Por muito tempo, as narrativas e vivências trans foram contadas a partir do ponto de vista de pessoas cisgêneras. Mas, graças à representatividade e à conquista de direitos, estamos cada vez mais ocupando os espaços e mostrando que, sim, existem profissionais talentosos e que também são transgêneros.
A naturalidade com que a trama do Catatau é tratada em Salve-se quem puder ajuda a quebrar preconceitos e paradigmas sociais?
Creio que sim. O fato de ser trans é só mais uma característica do Catatau. Eu acho ótimo que a narrativa criada por Daniel Ortiz aborde essa questão, mas não se limite a ela. Existem muitos caminhos que um personagem trans pode ir, não só o da violência ou da disforia.
Como vê a possibilidade de Catatau e Renata engatarem um romance? O público está preparado para isso?
Não sei dizer se o público está ou não preparado, mas pessoas trans existem e estão vivendo suas vidas. Catatau e Renatinha ー caso fiquem juntos ー podem representar muitos casais cis-trans que estão por aí.
Suas escolhas profissionais quase sempre recaem sobre esse tema. A arte é uma forma de você falar sobre a transexualidade sem necessariamente ser panfletária ou explícita e, dessa forma, atingir mais pessoas?
Eu diria que fazer somente personagens trans não é necessariamente uma escolha, mas, sim, uma consequência. Ainda estamos descobrindo como naturalizar essa temática. Então me sinto muito feliz e responsável por exercer tantos papéis que podem contribuir nessa jornada. A arte sem dúvidas é um espaço de muita comunicação e aprendizado. E no atual contexto em que vivemos, o panfletário ou o explícito podem ganhar diferentes visões e significados.
Como foi fazer essa transição já sendo ator?
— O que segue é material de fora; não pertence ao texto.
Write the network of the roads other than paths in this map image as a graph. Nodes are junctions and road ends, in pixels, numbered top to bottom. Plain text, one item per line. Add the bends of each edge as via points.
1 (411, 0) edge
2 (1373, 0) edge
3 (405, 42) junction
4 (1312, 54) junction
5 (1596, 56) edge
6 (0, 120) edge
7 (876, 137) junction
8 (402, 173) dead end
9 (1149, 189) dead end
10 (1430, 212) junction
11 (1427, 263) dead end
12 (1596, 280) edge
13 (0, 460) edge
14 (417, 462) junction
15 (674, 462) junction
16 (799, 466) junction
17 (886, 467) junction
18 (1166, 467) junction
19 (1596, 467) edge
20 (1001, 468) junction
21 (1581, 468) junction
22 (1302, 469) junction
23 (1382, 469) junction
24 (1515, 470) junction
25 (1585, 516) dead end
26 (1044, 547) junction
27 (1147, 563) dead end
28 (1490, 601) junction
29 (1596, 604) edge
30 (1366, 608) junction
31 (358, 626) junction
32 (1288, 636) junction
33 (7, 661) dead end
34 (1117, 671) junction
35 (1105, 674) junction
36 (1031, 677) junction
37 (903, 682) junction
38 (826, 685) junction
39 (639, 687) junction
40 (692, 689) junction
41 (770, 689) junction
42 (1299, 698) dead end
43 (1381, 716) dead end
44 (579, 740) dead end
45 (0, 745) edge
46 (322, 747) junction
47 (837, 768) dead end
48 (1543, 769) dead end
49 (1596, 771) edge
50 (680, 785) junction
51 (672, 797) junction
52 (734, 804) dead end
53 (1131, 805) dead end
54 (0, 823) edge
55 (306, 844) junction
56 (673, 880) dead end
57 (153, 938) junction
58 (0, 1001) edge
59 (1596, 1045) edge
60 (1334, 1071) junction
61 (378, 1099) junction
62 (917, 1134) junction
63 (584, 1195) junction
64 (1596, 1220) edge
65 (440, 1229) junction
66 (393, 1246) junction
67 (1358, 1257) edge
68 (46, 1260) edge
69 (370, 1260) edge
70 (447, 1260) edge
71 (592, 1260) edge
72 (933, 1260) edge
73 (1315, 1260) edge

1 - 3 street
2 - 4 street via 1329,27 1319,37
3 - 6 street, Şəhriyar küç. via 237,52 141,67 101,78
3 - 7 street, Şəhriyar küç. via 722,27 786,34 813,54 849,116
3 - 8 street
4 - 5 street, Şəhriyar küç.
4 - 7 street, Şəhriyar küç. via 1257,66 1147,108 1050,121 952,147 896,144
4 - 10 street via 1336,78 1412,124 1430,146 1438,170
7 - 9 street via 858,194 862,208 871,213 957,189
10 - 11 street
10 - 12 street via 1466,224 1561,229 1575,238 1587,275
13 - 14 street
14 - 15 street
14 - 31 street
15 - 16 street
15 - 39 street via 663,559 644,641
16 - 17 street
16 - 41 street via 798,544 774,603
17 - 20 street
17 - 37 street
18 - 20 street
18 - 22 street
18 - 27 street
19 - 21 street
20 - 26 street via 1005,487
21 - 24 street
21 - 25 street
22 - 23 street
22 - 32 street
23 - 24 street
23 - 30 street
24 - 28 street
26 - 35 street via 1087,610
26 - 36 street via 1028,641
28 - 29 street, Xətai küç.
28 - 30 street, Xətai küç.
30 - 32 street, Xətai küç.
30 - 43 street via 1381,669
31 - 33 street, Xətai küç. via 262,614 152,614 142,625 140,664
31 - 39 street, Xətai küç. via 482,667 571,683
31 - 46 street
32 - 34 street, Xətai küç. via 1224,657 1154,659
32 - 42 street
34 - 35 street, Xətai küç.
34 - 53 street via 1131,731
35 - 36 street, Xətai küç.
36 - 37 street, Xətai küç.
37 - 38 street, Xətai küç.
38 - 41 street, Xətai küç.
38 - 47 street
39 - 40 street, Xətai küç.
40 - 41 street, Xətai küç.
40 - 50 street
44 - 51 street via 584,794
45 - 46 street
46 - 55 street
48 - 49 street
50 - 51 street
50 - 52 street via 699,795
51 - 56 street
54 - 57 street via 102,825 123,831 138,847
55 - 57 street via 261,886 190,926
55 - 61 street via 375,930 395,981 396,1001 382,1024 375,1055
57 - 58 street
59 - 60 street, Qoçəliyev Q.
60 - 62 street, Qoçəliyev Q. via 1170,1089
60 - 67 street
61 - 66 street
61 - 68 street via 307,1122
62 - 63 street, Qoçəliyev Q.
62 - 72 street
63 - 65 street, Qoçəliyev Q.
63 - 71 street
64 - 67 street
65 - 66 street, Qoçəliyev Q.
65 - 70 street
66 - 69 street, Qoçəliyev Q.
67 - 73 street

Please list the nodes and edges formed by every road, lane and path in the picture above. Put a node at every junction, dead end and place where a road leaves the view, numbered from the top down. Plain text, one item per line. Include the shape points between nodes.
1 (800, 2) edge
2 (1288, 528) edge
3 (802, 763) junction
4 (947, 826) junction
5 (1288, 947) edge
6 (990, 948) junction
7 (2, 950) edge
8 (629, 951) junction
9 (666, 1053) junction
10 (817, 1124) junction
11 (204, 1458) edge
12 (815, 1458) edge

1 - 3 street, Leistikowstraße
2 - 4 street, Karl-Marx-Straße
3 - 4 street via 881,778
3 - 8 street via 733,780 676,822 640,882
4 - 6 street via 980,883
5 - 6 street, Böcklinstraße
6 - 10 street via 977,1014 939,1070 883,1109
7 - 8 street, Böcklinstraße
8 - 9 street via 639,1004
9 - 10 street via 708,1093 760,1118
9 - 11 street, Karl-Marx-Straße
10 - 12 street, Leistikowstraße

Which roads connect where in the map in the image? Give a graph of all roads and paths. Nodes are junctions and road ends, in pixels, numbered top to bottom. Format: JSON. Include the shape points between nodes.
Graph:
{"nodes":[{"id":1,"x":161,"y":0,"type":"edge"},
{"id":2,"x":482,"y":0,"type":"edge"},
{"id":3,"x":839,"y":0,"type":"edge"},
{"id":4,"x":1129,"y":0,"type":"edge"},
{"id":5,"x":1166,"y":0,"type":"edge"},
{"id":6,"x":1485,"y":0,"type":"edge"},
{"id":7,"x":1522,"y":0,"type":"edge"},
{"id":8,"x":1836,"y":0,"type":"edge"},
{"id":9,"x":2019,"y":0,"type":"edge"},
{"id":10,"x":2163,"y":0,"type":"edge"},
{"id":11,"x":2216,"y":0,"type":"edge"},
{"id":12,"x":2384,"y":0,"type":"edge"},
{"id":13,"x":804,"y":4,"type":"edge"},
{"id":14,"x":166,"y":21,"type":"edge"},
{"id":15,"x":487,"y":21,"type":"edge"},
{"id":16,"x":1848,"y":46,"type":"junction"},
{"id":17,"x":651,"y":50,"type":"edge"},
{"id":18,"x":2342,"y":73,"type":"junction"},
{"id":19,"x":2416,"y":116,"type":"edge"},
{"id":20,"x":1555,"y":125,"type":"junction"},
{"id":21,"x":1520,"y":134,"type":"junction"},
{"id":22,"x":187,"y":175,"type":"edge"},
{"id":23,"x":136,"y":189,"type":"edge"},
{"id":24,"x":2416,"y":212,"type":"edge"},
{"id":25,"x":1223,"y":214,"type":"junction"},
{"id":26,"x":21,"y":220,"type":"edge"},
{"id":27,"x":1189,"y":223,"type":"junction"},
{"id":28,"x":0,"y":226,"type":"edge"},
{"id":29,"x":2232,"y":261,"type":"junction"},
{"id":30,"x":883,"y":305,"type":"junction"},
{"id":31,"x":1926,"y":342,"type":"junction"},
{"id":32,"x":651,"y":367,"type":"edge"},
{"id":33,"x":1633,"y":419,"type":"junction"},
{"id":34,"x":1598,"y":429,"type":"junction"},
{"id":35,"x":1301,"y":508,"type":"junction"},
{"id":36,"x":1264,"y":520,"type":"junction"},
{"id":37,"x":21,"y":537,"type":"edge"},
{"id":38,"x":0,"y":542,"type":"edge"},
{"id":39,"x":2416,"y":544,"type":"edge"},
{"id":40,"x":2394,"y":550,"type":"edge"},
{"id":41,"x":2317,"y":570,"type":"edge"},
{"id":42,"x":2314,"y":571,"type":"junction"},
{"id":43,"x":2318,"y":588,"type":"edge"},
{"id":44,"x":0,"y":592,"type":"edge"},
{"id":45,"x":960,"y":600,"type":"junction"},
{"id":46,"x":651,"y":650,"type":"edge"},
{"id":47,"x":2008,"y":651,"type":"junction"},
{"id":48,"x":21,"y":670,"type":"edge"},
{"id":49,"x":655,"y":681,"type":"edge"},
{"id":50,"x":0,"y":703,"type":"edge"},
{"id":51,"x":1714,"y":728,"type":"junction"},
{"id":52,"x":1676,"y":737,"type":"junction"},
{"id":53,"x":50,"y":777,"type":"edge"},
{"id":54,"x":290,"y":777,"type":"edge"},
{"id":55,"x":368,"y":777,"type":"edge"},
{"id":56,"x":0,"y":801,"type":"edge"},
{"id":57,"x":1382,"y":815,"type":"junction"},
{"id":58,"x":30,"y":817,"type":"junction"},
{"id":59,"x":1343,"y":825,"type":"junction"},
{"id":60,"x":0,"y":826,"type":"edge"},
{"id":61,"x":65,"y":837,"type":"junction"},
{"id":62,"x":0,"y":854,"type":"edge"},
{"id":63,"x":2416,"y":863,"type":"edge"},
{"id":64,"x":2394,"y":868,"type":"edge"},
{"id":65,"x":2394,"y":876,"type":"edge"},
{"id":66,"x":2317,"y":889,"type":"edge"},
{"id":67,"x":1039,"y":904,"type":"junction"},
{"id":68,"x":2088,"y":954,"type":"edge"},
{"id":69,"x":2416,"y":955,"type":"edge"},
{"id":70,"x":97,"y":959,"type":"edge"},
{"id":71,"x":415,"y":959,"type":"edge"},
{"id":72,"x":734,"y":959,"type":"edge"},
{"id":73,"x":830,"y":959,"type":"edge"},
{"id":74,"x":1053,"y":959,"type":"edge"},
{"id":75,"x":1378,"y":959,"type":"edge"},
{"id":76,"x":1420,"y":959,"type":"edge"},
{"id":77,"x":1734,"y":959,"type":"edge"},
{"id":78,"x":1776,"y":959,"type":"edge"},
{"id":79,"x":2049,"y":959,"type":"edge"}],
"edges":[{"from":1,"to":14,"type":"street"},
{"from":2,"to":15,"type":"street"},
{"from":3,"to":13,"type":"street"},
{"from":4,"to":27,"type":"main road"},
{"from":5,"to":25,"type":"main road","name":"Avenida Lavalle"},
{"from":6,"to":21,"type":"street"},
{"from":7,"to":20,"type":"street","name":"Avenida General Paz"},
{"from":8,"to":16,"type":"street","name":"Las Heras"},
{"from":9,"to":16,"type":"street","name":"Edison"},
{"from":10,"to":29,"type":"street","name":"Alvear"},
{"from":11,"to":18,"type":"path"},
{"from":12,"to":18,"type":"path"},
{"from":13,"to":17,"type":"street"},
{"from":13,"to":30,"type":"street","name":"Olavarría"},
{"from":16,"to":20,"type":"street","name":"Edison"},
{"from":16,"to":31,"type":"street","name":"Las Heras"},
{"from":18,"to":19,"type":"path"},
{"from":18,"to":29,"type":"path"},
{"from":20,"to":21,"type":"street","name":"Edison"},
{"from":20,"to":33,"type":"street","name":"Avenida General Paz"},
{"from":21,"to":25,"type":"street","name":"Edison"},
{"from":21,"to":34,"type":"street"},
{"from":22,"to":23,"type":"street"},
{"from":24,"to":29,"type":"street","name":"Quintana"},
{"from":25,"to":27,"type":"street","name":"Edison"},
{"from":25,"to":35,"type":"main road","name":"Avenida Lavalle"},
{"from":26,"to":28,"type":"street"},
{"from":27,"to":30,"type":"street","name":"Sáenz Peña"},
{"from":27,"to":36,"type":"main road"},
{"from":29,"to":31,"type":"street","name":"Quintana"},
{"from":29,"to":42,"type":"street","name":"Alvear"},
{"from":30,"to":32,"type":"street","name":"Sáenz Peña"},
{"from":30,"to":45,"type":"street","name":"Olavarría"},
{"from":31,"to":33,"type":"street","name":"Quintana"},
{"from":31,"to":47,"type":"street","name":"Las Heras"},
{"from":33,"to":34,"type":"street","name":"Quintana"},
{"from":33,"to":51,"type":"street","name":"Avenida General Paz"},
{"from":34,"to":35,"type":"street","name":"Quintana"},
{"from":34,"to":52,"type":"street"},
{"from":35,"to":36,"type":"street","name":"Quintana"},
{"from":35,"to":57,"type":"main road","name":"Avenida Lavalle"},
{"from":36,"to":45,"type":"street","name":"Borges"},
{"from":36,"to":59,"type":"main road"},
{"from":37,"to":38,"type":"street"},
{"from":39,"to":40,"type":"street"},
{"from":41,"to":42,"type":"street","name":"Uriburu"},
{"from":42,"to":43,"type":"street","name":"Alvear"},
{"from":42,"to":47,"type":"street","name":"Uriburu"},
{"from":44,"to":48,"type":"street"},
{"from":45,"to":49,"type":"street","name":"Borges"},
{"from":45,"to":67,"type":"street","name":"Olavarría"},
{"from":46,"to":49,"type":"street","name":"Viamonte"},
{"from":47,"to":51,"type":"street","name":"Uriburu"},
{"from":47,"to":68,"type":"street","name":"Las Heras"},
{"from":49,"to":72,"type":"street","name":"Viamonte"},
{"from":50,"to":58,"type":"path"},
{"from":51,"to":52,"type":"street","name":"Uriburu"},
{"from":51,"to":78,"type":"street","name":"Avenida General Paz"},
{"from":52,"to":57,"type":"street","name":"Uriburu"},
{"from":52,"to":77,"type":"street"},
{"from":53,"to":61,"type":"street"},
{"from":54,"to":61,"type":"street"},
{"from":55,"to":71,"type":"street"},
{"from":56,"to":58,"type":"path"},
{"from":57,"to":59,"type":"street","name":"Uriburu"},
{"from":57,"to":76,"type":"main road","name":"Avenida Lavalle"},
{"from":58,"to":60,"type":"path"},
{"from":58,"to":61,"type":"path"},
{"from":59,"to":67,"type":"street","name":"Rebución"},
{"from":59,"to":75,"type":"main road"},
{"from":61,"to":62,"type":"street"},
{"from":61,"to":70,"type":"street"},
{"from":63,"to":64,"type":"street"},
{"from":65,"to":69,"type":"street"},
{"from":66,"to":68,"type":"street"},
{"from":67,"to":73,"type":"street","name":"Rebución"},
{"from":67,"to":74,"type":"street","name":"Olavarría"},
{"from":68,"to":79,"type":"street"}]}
Teve medo de não ser mais aceito, de as pessoas só lembrarem da atriz que você foi?
Isso acabou acontecendo no início da transição, quando eu não tinha mais espaço no teatro, por exemplo. Não era mais atriz, mas também não era considerado ator. Foi no audiovisual que eu pude mostrar o meu trabalho e as coisas começaram a mudar. Hoje sou conhecido enquanto artista trans, mas espero ser reconhecido enquanto artista.
Você fez Nós (Canal Brasil), Noturnos (Canal Brasil) e Todxs nós (HBO). Falar sobre transexuais é mais fácil na TV fechada?
Falar sobre a transexualidade é delicado em qualquer lugar, pois ainda estamos condicionados a reconhecer um único estereótipo de pessoa trans. Quando nossos corpos e vivências forem naturalizados e respeitados na sociedade, com certeza não será mais tão difícil a abordagem na arte.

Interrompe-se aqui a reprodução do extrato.